Am nächsten Tag schon beriet Taraß Bulba mit dem neuen Hetman darüber, wie man die Kosaken zu irgendeiner Unternehmung aufstacheln könnte. Der Hetman war ein kluger, mit allen Wassern gewaschner Kosak, der seine Genossen der Länge und Breite nach kannte. Er sagte anfangs:

»Meineidig werden dürfen wir nicht, das geht nicht.« Dann aber, nach einem kurzen Schweigen, fuhr er fort: »Na, am Ende gehts doch: meineidig werden wir nicht, aber es läßt sich vielleicht etwas machen. Sieh zu, daß das Volk sich versammelt – nicht als ob ich es befohlen hätte, sondern nur so auf den eignen Kopf hin; du weißt schon, wie man das macht –, und dann komm ich mit den Beamten gelaufen, und wir . . . wir wissen von nichts.«

Es war seit dieser Unterhaltung noch keine Stunde verstrichen, als schon die Pauken erdröhnten. Auch heute fehlte es nicht an betrunknen und aufgeregten Kosaken. Eine Unzahl von schwarzen Lammfellmützen wimmelte auf dem Platz. Sie fragten: »Wer hat . . .? Weshalb ist . . .? Was ist denn los, daß man sich versammelt?« – Niemand gab Antwort. Schließlich hörte man bald hier, bald da aus der Menge murrende Rufe: »Da geht die Kosakenkraft ganz umsonst vor die Hunde – ohne Krieg!

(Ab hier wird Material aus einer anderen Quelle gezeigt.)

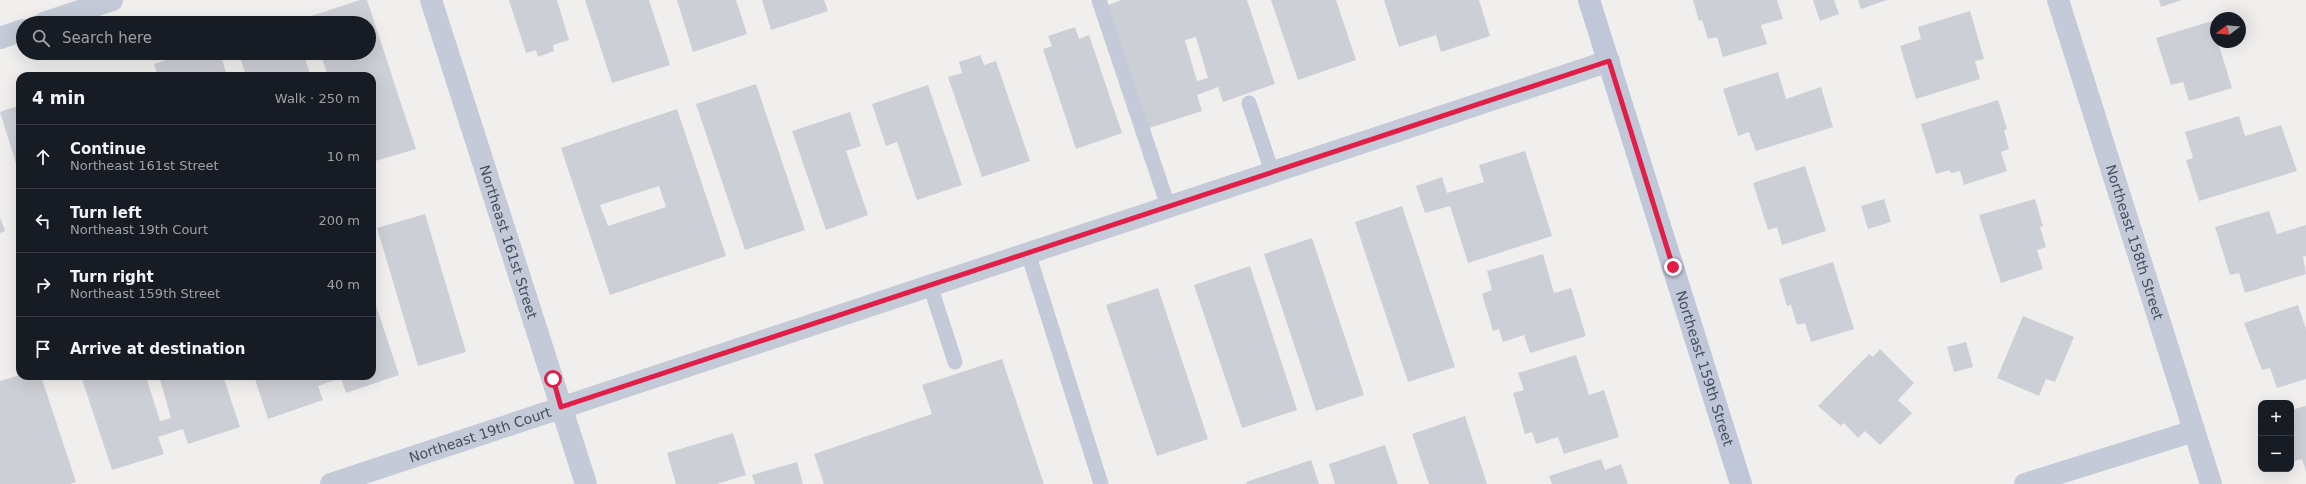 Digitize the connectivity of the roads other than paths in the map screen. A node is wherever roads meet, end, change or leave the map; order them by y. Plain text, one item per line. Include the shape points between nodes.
1 (112, 0) edge
2 (431, 0) edge
3 (1099, 0) edge
4 (1589, 0) edge
5 (2058, 0) edge
6 (65, 16) edge
7 (16, 32) edge
8 (0, 38) edge
9 (1609, 61) junction
10 (1249, 104) dead end
11 (1272, 172) junction
12 (1168, 206) junction
13 (1028, 253) junction
14 (930, 285) junction
15 (955, 362) dead end
16 (561, 407) junction
17 (2194, 431) junction
18 (331, 484) edge
19 (586, 484) edge
20 (1101, 484) edge
21 (1741, 484) edge
22 (2025, 484) edge
23 (2211, 484) edge

1 - 6 street
2 - 16 street, Northeast 161st Street
3 - 12 lane
4 - 9 street, Northeast 159th Street
5 - 17 street, Northeast 158th Street
7 - 8 street
9 - 11 street, Northeast 19th Court
9 - 21 street, Northeast 159th Street
10 - 11 lane
11 - 12 street, Northeast 19th Court
12 - 13 street, Northeast 19th Court
13 - 14 street, Northeast 19th Court
13 - 20 lane
14 - 15 lane
14 - 16 street, Northeast 19th Court
16 - 18 street, Northeast 19th Court
16 - 19 street, Northeast 161st Street
17 - 22 street
17 - 23 street, Northeast 158th Street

Wohl sein lassen sie sichs, die Ältesten, vor Fett sehn sie bald nicht mehr aus den Augen! Das muß man schon sagen: keine Gerechtigkeit gibt es mehr auf der Welt!« – Die andern Kosaken hörten das anfangs ruhig an, dann begannen sie gleichfalls zu brummen:

»Das ist schon wahr: keine Gerechtigkeit gibt es mehr auf der Welt!«

Die höchste Behörde zeigte sich baß erstaunt über solche Worte. Endlich trat der Hetman vor und sagte: »Gestattet ihr mir, ihr Herren, daß ich eine Rede halte?«

»Red nur zu!«

»Also, wenn man es richtig betrachtet, ihr edeln Herren, und ihr wißt das wahrscheinlich besser als ich, so reden die Leute davon, daß viele Kosaken bei den Schnapsjuden und bei ihren Kameraden so tief in der Kreide stecken, daß ihnen kein Kuckuck mehr etwas borgt. Und wieder, wenn man es richtig betrachtet, so reden die Leute, daß wir viele junge Burschen da haben, die überhaupt noch gar nichts vom Kriege kennen, wo's doch für junge Leute – das wißt ihr ja selber, ihr Herren – ohne Krieg nichts Richtiges ist. Wie soll aus so einem ein Kosak werden, wenn er seiner Lebtage nicht gegen die Moslim ins Feld zieht?«

»Er redet gar nicht so dumm«, sagte Bulba.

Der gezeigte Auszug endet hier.